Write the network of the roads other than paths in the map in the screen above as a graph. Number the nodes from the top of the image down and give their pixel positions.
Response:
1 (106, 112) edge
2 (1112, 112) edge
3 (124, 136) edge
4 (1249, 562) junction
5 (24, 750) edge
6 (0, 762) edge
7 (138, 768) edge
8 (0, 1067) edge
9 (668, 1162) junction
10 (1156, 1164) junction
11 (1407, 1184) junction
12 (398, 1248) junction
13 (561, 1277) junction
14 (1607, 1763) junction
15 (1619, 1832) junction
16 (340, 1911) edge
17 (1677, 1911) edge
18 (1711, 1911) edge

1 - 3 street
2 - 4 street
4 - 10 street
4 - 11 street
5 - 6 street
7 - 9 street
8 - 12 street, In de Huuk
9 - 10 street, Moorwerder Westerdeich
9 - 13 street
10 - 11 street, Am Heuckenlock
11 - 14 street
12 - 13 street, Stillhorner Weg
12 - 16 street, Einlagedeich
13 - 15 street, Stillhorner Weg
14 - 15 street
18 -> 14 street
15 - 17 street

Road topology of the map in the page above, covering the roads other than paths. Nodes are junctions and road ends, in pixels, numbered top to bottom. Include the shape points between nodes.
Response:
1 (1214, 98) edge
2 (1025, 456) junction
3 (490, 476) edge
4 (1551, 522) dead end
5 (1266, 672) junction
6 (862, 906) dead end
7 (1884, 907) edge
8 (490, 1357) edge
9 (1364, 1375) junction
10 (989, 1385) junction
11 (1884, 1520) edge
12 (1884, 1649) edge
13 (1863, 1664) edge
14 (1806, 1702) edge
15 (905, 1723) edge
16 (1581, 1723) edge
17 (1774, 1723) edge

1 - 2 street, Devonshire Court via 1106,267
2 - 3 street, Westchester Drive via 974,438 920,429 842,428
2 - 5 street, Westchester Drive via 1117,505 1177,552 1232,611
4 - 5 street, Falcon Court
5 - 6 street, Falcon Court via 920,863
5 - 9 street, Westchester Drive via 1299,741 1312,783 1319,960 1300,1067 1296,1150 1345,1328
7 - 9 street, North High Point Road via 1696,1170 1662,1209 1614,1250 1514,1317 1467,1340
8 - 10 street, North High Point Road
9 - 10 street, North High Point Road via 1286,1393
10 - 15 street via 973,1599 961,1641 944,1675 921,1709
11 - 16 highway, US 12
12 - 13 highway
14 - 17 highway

*-*-*

PROBLEM:
Look through the entries and return each line that has the word "nodes" in it.

RESULT OF THE EXERCISE:
Write the network of the roads other than paths in the map in the screen above as a graph. Number the nodes from the top of the image down and give their pixel positions.
Road topology of the map in the page above, covering the roads other than paths. Nodes are junctions and road ends, in pixels, numbered top to bottom. Include the shape points between nodes.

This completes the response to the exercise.